### Data provided
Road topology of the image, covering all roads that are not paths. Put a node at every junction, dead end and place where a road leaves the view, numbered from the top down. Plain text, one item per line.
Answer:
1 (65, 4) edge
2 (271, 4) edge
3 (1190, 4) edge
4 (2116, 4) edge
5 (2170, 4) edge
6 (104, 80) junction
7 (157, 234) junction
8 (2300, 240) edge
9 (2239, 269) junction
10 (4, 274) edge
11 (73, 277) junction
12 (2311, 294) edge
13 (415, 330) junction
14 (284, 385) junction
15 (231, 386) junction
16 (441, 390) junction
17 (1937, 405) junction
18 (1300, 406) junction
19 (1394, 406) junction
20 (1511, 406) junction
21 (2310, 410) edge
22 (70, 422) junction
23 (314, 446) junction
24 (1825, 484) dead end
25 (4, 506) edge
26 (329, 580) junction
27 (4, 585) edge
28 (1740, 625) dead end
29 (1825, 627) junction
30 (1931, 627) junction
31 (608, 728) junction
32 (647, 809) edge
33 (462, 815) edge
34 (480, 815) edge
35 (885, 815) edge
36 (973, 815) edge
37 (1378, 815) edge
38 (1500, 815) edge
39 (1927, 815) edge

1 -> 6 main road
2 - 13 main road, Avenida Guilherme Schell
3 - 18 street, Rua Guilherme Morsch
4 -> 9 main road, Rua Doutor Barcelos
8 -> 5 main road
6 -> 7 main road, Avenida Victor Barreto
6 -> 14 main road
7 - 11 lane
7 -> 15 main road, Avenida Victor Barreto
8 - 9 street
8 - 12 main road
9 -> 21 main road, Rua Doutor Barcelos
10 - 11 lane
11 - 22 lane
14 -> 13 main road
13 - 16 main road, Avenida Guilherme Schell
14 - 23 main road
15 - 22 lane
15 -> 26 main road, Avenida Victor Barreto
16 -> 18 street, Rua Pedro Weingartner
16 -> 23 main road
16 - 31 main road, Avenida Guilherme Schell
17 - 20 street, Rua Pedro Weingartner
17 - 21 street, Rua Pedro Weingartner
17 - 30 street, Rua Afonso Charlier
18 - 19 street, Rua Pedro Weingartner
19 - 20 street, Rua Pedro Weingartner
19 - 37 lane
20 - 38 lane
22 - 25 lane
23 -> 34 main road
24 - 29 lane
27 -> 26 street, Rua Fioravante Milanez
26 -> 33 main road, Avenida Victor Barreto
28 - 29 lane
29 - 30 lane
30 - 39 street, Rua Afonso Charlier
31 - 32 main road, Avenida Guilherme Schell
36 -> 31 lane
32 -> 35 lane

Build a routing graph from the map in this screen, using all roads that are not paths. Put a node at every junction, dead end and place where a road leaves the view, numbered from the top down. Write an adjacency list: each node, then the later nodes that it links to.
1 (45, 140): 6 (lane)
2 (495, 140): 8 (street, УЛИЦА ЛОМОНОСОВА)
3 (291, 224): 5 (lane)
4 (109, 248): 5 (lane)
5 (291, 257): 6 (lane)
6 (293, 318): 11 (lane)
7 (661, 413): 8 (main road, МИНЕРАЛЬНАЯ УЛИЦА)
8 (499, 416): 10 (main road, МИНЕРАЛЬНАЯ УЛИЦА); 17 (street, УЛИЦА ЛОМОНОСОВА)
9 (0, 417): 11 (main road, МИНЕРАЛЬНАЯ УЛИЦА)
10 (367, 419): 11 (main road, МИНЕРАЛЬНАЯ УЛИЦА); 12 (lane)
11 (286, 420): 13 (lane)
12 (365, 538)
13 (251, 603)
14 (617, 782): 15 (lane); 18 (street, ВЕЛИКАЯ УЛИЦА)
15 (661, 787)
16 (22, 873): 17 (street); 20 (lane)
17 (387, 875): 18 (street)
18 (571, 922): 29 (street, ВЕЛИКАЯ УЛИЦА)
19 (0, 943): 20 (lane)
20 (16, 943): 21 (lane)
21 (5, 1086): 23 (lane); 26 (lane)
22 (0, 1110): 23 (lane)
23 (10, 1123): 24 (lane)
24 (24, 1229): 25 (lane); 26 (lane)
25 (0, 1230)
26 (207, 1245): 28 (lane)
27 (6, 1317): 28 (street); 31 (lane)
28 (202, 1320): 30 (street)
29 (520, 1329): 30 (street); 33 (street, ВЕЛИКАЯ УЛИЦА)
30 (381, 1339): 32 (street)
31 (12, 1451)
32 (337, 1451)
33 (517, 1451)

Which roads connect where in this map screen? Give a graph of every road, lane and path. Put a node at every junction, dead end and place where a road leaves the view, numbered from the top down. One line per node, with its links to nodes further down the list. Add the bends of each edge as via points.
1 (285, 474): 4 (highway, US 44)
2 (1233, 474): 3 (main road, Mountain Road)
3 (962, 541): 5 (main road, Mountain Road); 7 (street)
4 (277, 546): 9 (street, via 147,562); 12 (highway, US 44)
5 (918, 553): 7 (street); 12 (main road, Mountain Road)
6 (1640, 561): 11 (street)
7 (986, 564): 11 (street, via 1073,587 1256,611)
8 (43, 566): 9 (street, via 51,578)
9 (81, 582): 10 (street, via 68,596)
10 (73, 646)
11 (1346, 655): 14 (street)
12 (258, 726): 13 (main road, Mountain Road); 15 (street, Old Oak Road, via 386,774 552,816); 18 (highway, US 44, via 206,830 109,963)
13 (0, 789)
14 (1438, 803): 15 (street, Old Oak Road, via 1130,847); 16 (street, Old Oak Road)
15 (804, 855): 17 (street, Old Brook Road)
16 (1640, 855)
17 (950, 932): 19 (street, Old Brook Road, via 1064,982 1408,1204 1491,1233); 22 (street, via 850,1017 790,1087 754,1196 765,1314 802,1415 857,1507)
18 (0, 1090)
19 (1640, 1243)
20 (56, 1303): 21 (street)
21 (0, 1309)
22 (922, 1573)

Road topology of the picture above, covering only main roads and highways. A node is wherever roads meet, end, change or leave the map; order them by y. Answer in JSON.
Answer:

### Work to be completed
The listing above should be printed again in full, unchanged.

### Expected answer
Road topology of the image, covering all roads that are not paths. Put a node at every junction, dead end and place where a road leaves the view, numbered from the top down. Plain text, one item per line.
Answer:
1 (65, 4) edge
2 (271, 4) edge
3 (1190, 4) edge
4 (2116, 4) edge
5 (2170, 4) edge
6 (104, 80) junction
7 (157, 234) junction
8 (2300, 240) edge
9 (2239, 269) junction
10 (4, 274) edge
11 (73, 277) junction
12 (2311, 294) edge
13 (415, 330) junction
14 (284, 385) junction
15 (231, 386) junction
16 (441, 390) junction
17 (1937, 405) junction
18 (1300, 406) junction
19 (1394, 406) junction
20 (1511, 406) junction
21 (2310, 410) edge
22 (70, 422) junction
23 (314, 446) junction
24 (1825, 484) dead end
25 (4, 506) edge
26 (329, 580) junction
27 (4, 585) edge
28 (1740, 625) dead end
29 (1825, 627) junction
30 (1931, 627) junction
31 (608, 728) junction
32 (647, 809) edge
33 (462, 815) edge
34 (480, 815) edge
35 (885, 815) edge
36 (973, 815) edge
37 (1378, 815) edge
38 (1500, 815) edge
39 (1927, 815) edge

1 -> 6 main road
2 - 13 main road, Avenida Guilherme Schell
3 - 18 street, Rua Guilherme Morsch
4 -> 9 main road, Rua Doutor Barcelos
8 -> 5 main road
6 -> 7 main road, Avenida Victor Barreto
6 -> 14 main road
7 - 11 lane
7 -> 15 main road, Avenida Victor Barreto
8 - 9 street
8 - 12 main road
9 -> 21 main road, Rua Doutor Barcelos
10 - 11 lane
11 - 22 lane
14 -> 13 main road
13 - 16 main road, Avenida Guilherme Schell
14 - 23 main road
15 - 22 lane
15 -> 26 main road, Avenida Victor Barreto
16 -> 18 street, Rua Pedro Weingartner
16 -> 23 main road
16 - 31 main road, Avenida Guilherme Schell
17 - 20 street, Rua Pedro Weingartner
17 - 21 street, Rua Pedro Weingartner
17 - 30 street, Rua Afonso Charlier
18 - 19 street, Rua Pedro Weingartner
19 - 20 street, Rua Pedro Weingartner
19 - 37 lane
20 - 38 lane
22 - 25 lane
23 -> 34 main road
24 - 29 lane
27 -> 26 street, Rua Fioravante Milanez
26 -> 33 main road, Avenida Victor Barreto
28 - 29 lane
29 - 30 lane
30 - 39 street, Rua Afonso Charlier
31 - 32 main road, Avenida Guilherme Schell
36 -> 31 lane
32 -> 35 lane

Build a routing graph from the map in this screen, using all roads that are not paths. Put a node at every junction, dead end and place where a road leaves the view, numbered from the top down. Write an adjacency list: each node, then the later nodes that it links to.
1 (45, 140): 6 (lane)
2 (495, 140): 8 (street, УЛИЦА ЛОМОНОСОВА)
3 (291, 224): 5 (lane)
4 (109, 248): 5 (lane)
5 (291, 257): 6 (lane)
6 (293, 318): 11 (lane)
7 (661, 413): 8 (main road, МИНЕРАЛЬНАЯ УЛИЦА)
8 (499, 416): 10 (main road, МИНЕРАЛЬНАЯ УЛИЦА); 17 (street, УЛИЦА ЛОМОНОСОВА)
9 (0, 417): 11 (main road, МИНЕРАЛЬНАЯ УЛИЦА)
10 (367, 419): 11 (main road, МИНЕРАЛЬНАЯ УЛИЦА); 12 (lane)
11 (286, 420): 13 (lane)
12 (365, 538)
13 (251, 603)
14 (617, 782): 15 (lane); 18 (street, ВЕЛИКАЯ УЛИЦА)
15 (661, 787)
16 (22, 873): 17 (street); 20 (lane)
17 (387, 875): 18 (street)
18 (571, 922): 29 (street, ВЕЛИКАЯ УЛИЦА)
19 (0, 943): 20 (lane)
20 (16, 943): 21 (lane)
21 (5, 1086): 23 (lane); 26 (lane)
22 (0, 1110): 23 (lane)
23 (10, 1123): 24 (lane)
24 (24, 1229): 25 (lane); 26 (lane)
25 (0, 1230)
26 (207, 1245): 28 (lane)
27 (6, 1317): 28 (street); 31 (lane)
28 (202, 1320): 30 (street)
29 (520, 1329): 30 (street); 33 (street, ВЕЛИКАЯ УЛИЦА)
30 (381, 1339): 32 (street)
31 (12, 1451)
32 (337, 1451)
33 (517, 1451)

Which roads connect where in this map screen? Give a graph of every road, lane and path. Put a node at every junction, dead end and place where a road leaves the view, numbered from the top down. One line per node, with its links to nodes further down the list. Add the bends of each edge as via points.
1 (285, 474): 4 (highway, US 44)
2 (1233, 474): 3 (main road, Mountain Road)
3 (962, 541): 5 (main road, Mountain Road); 7 (street)
4 (277, 546): 9 (street, via 147,562); 12 (highway, US 44)
5 (918, 553): 7 (street); 12 (main road, Mountain Road)
6 (1640, 561): 11 (street)
7 (986, 564): 11 (street, via 1073,587 1256,611)
8 (43, 566): 9 (street, via 51,578)
9 (81, 582): 10 (street, via 68,596)
10 (73, 646)
11 (1346, 655): 14 (street)
12 (258, 726): 13 (main road, Mountain Road); 15 (street, Old Oak Road, via 386,774 552,816); 18 (highway, US 44, via 206,830 109,963)
13 (0, 789)
14 (1438, 803): 15 (street, Old Oak Road, via 1130,847); 16 (street, Old Oak Road)
15 (804, 855): 17 (street, Old Brook Road)
16 (1640, 855)
17 (950, 932): 19 (street, Old Brook Road, via 1064,982 1408,1204 1491,1233); 22 (street, via 850,1017 790,1087 754,1196 765,1314 802,1415 857,1507)
18 (0, 1090)
19 (1640, 1243)
20 (56, 1303): 21 (street)
21 (0, 1309)
22 (922, 1573)

Road topology of the picture above, covering only main roads and highways. A node is wherever roads meet, end, change or leave the map; order them by y. Answer in JSON.
Answer:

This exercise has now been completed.